Manthiram is among the researchers who have solved that problem — at least in the lab — by showing that cobalt can be eliminated from cathodes without compromising performance. “The cobalt-free material we reported has the same crystal structure as lithium cobalt oxide, and therefore the same energy density,” or even better, says Manthiram. His team did this by fine-tuning the way in which cathodes are produced and adding small quantities of other metals — while retaining the cathode’s cobalt-oxide crystal structure. Manthiram says it should be straightforward to adopt this process in existing factories, and has founded a start-up firm called TexPower to try to bring it to market within the next two years. Other labs around the world are working on cobalt-free batteries: in particular, the pioneering EV maker Tesla, based in Palo Alto, California, has said it plans to eliminate the metal from its batteries in the next few years.

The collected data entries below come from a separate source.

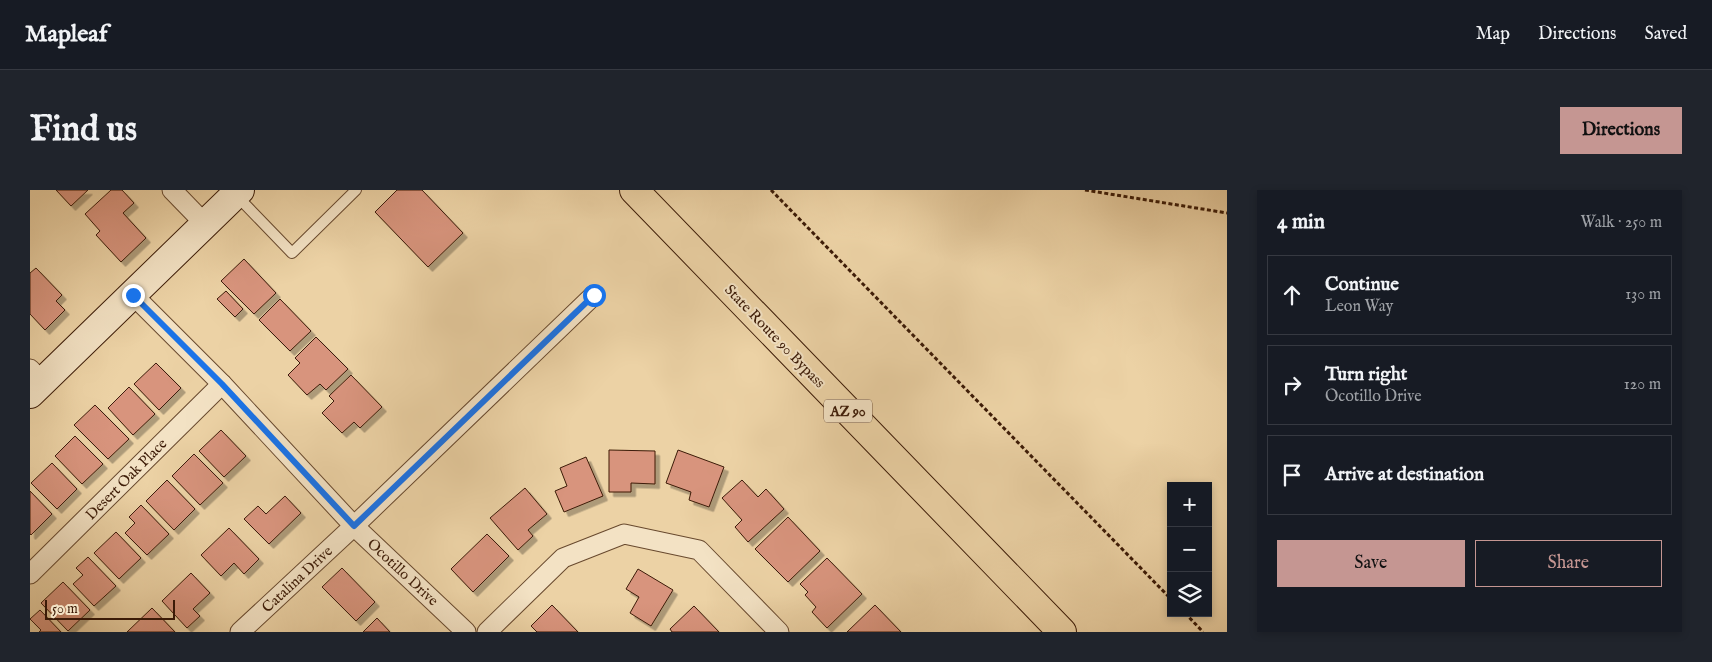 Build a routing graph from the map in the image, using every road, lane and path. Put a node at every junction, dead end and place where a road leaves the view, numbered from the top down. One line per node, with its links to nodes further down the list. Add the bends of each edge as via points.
1 (172, 190): 8 (street)
2 (356, 190): 6 (lane, via 292,253)
3 (634, 190): 21 (highway, State Route 90 Bypass / AZ 90)
4 (771, 190): 15 (path)
5 (1085, 190): 7 (path)
6 (238, 192): 8 (main road)
7 (1227, 213)
8 (205, 224): 9 (main road)
9 (133, 295): 11 (main road); 12 (street, Ocotillo Drive)
10 (594, 295): 13 (street, Catalina Drive)
11 (34, 382)
12 (222, 384): 13 (street, Ocotillo Drive); 14 (street, Desert Oak Place)
13 (354, 526): 17 (street, Catalina Drive); 18 (street, Ocotillo Drive)
14 (30, 574)
15 (1167, 595)
16 (1189, 617): 22 (path)
17 (240, 632)
18 (466, 632)
19 (487, 632): 20 (street, via 562,558 624,534 699,550)
20 (779, 632)
21 (1062, 632)
22 (1203, 632)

Sun Yang-Kook at Hanyang University in Seoul, South Korea, is another materials scientist who has achieved similar performance in cobalt-free cathodes. Sun says that some technical problems might remain in creating the new cathodes, because the process relies on refining nickel-rich ores, which can require expensive pure-oxygen atmospheres. But many researchers now consider the cobalt problem essentially solved. Manthiram and Sun “have shown that you can make really good materials without cobalt and [that] perform really well”, says Jeff Dahn, a chemist at Dalhousie University in Halifax, Canada.

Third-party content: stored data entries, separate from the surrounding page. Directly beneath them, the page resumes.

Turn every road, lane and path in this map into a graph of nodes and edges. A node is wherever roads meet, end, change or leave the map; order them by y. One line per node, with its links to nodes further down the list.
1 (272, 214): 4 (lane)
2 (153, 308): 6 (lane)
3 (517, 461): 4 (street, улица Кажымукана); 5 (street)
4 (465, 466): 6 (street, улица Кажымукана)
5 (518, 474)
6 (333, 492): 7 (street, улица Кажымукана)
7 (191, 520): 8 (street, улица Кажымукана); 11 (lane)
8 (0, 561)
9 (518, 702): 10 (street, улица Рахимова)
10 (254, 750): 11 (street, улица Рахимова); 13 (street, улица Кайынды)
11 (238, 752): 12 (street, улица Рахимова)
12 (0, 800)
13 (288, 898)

A woman and a man separating cobalt from mud and rocks by a river in the Democratic Republic of Congo
Workers extract cobalt near a mine between Lubumbashi and Kolwezi, in the Democratic Republic of the Congo.Credit: Federico Scoppa/AFP/Getty

Recycle better

If batteries are to be made without cobalt, researchers will face an unintended consequence. The metal is the main factor that makes recycling batteries economical, because other materials, especially lithium, are currently cheaper to mine than to recycle.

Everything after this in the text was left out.